» DATA
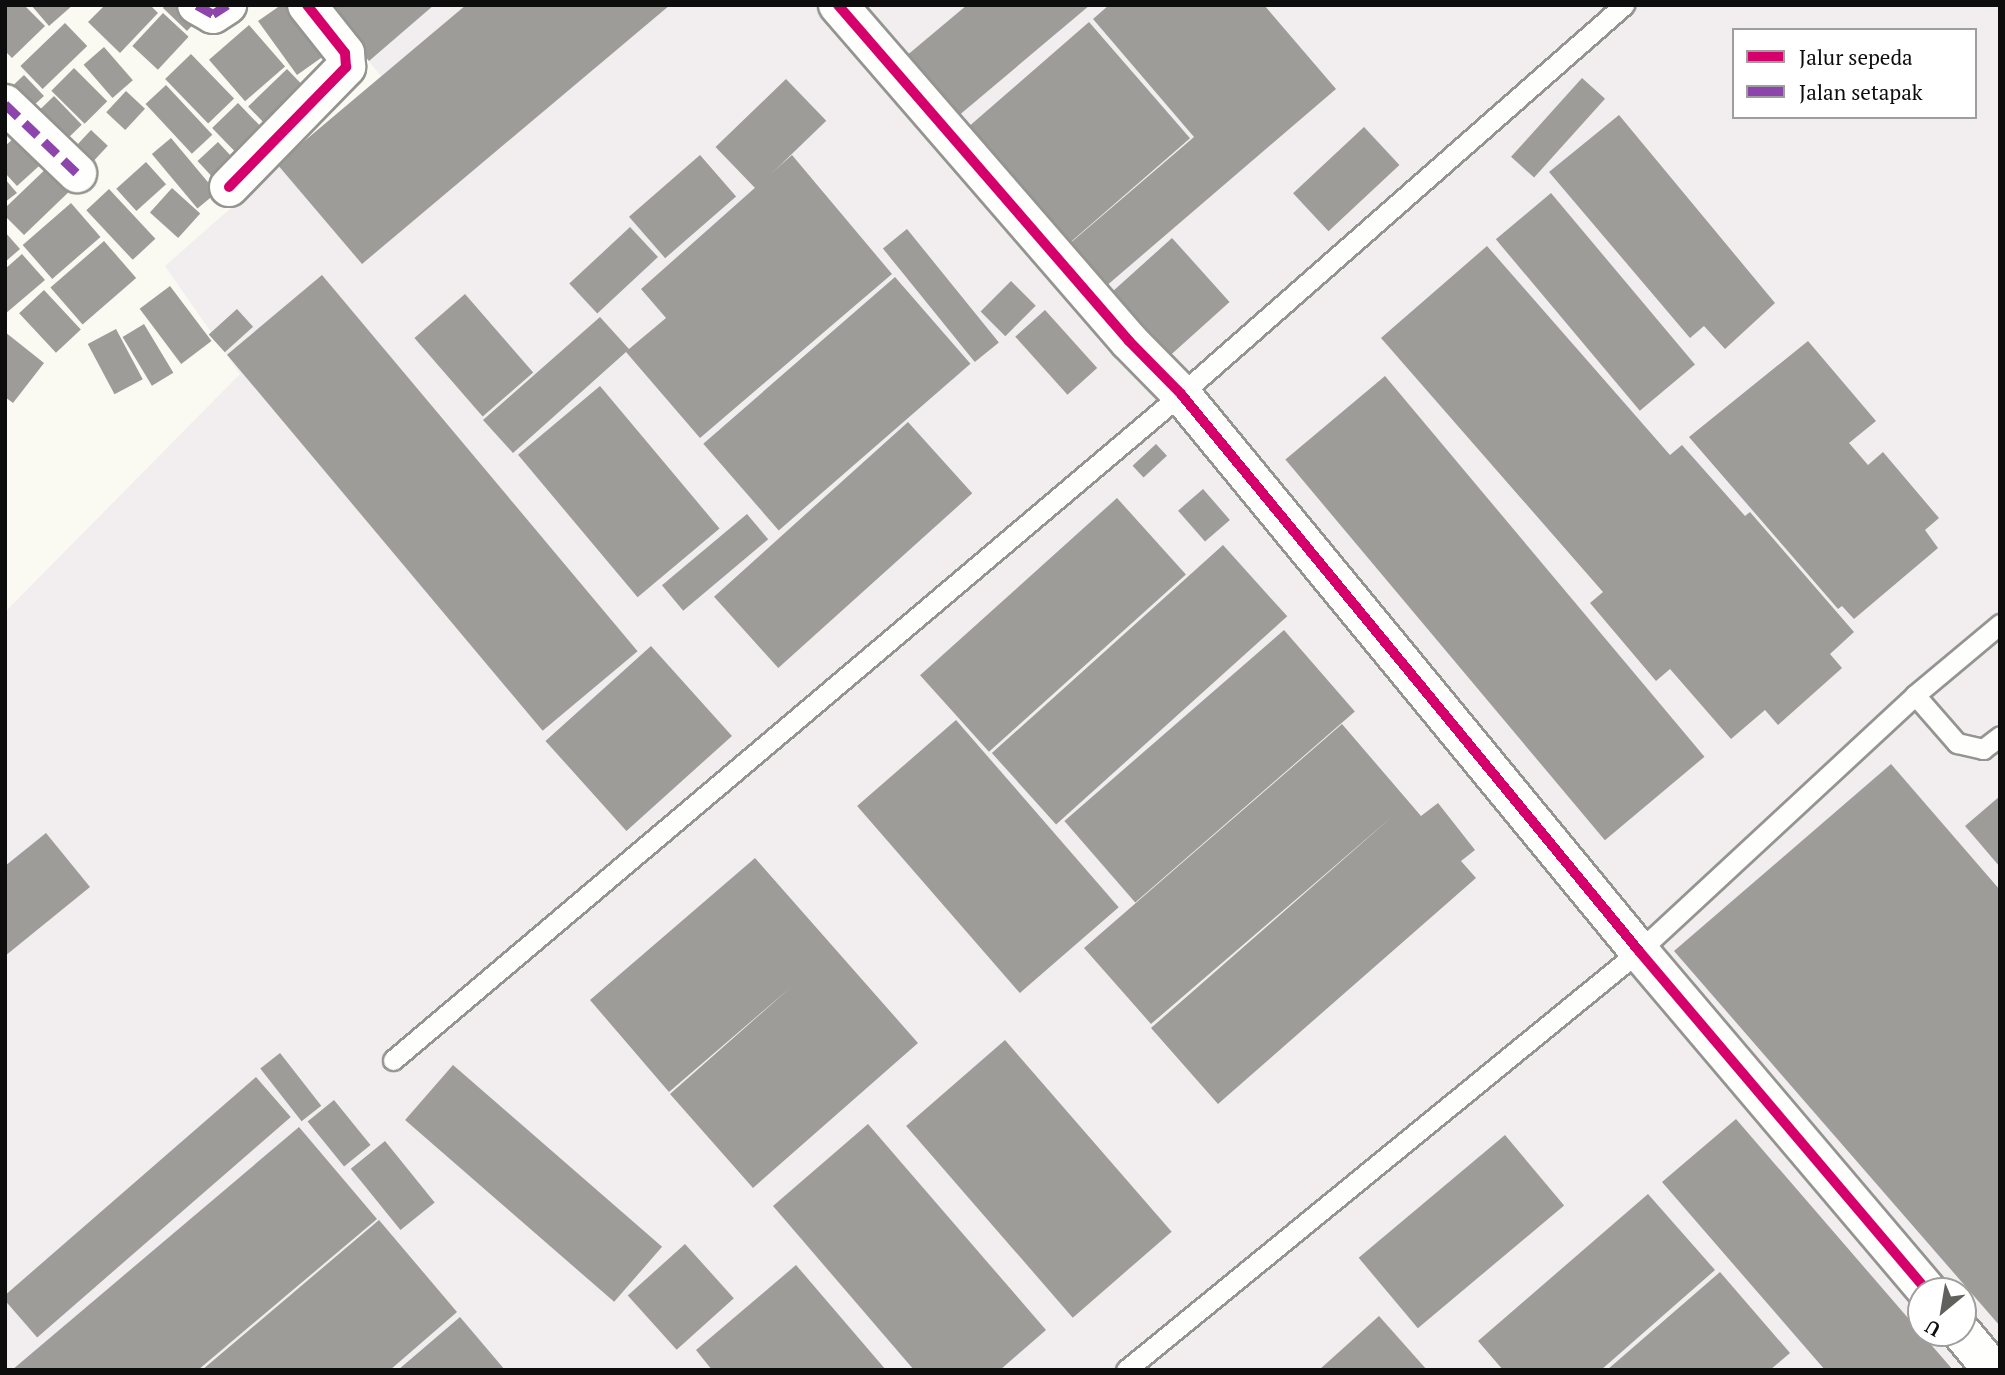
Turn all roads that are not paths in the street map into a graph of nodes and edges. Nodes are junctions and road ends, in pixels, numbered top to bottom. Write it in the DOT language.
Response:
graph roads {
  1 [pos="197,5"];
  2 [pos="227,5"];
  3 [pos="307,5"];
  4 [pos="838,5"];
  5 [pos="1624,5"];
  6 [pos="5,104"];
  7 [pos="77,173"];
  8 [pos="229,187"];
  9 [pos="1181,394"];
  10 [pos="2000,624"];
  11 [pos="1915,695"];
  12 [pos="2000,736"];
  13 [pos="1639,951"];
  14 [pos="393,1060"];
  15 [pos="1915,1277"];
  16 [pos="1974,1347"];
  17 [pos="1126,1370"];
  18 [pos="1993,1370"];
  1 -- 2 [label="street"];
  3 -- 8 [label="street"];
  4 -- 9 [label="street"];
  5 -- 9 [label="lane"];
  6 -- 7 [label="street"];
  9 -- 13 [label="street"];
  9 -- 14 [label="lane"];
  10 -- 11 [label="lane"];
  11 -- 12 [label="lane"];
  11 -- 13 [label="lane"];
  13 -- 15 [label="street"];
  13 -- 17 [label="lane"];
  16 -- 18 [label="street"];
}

» WORK INSTRUCTIONS
Retype the data word for word, please, and keep the images out.

» OUTPUT FOR THIS TASK
Turn all roads that are not paths in the street map into a graph of nodes and edges. Nodes are junctions and road ends, in pixels, numbered top to bottom. Write it in the DOT language.
Response:
graph roads {
  1 [pos="197,5"];
  2 [pos="227,5"];
  3 [pos="307,5"];
  4 [pos="838,5"];
  5 [pos="1624,5"];
  6 [pos="5,104"];
  7 [pos="77,173"];
  8 [pos="229,187"];
  9 [pos="1181,394"];
  10 [pos="2000,624"];
  11 [pos="1915,695"];
  12 [pos="2000,736"];
  13 [pos="1639,951"];
  14 [pos="393,1060"];
  15 [pos="1915,1277"];
  16 [pos="1974,1347"];
  17 [pos="1126,1370"];
  18 [pos="1993,1370"];
  1 -- 2 [label="street"];
  3 -- 8 [label="street"];
  4 -- 9 [label="street"];
  5 -- 9 [label="lane"];
  6 -- 7 [label="street"];
  9 -- 13 [label="street"];
  9 -- 14 [label="lane"];
  10 -- 11 [label="lane"];
  11 -- 12 [label="lane"];
  11 -- 13 [label="lane"];
  13 -- 15 [label="street"];
  13 -- 17 [label="lane"];
  16 -- 18 [label="street"];
}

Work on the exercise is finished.